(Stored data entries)
-----

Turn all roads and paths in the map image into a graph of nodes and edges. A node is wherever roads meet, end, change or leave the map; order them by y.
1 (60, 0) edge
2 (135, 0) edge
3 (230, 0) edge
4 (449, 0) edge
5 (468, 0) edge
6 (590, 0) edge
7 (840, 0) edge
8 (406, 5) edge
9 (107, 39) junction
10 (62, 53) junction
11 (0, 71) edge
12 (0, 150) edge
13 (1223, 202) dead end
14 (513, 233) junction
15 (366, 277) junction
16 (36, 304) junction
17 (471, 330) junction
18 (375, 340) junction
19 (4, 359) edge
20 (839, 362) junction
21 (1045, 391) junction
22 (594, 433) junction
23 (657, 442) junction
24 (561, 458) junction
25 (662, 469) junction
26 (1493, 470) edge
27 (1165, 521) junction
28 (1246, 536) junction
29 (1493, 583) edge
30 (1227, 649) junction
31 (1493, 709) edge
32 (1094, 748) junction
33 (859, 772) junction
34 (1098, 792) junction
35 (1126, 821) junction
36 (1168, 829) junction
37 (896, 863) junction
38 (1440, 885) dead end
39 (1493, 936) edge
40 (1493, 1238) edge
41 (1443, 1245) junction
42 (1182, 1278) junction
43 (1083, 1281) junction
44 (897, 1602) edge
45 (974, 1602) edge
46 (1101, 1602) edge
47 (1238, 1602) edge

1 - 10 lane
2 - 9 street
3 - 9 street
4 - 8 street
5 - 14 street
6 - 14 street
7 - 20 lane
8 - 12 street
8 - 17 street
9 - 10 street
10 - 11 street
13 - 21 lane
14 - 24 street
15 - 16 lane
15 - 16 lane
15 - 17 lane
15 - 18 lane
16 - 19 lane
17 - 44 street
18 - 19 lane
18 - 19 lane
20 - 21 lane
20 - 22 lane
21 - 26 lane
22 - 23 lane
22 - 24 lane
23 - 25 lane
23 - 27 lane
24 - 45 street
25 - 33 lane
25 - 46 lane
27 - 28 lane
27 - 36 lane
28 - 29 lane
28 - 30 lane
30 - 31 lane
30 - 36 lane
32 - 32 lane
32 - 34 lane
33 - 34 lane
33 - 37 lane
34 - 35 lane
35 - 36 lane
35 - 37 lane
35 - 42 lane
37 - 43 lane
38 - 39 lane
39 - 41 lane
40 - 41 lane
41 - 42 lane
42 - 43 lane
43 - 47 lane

-----

EXERCISE GOAL: The reply should consist of the records, reproduced exactly.

THE COMPLETED TASK:
Turn all roads and paths in the map image into a graph of nodes and edges. A node is wherever roads meet, end, change or leave the map; order them by y.
1 (60, 0) edge
2 (135, 0) edge
3 (230, 0) edge
4 (449, 0) edge
5 (468, 0) edge
6 (590, 0) edge
7 (840, 0) edge
8 (406, 5) edge
9 (107, 39) junction
10 (62, 53) junction
11 (0, 71) edge
12 (0, 150) edge
13 (1223, 202) dead end
14 (513, 233) junction
15 (366, 277) junction
16 (36, 304) junction
17 (471, 330) junction
18 (375, 340) junction
19 (4, 359) edge
20 (839, 362) junction
21 (1045, 391) junction
22 (594, 433) junction
23 (657, 442) junction
24 (561, 458) junction
25 (662, 469) junction
26 (1493, 470) edge
27 (1165, 521) junction
28 (1246, 536) junction
29 (1493, 583) edge
30 (1227, 649) junction
31 (1493, 709) edge
32 (1094, 748) junction
33 (859, 772) junction
34 (1098, 792) junction
35 (1126, 821) junction
36 (1168, 829) junction
37 (896, 863) junction
38 (1440, 885) dead end
39 (1493, 936) edge
40 (1493, 1238) edge
41 (1443, 1245) junction
42 (1182, 1278) junction
43 (1083, 1281) junction
44 (897, 1602) edge
45 (974, 1602) edge
46 (1101, 1602) edge
47 (1238, 1602) edge

1 - 10 lane
2 - 9 street
3 - 9 street
4 - 8 street
5 - 14 street
6 - 14 street
7 - 20 lane
8 - 12 street
8 - 17 street
9 - 10 street
10 - 11 street
13 - 21 lane
14 - 24 street
15 - 16 lane
15 - 16 lane
15 - 17 lane
15 - 18 lane
16 - 19 lane
17 - 44 street
18 - 19 lane
18 - 19 lane
20 - 21 lane
20 - 22 lane
21 - 26 lane
22 - 23 lane
22 - 24 lane
23 - 25 lane
23 - 27 lane
24 - 45 street
25 - 33 lane
25 - 46 lane
27 - 28 lane
27 - 36 lane
28 - 29 lane
28 - 30 lane
30 - 31 lane
30 - 36 lane
32 - 32 lane
32 - 34 lane
33 - 34 lane
33 - 37 lane
34 - 35 lane
35 - 36 lane
35 - 37 lane
35 - 42 lane
37 - 43 lane
38 - 39 lane
39 - 41 lane
40 - 41 lane
41 - 42 lane
42 - 43 lane
43 - 47 lane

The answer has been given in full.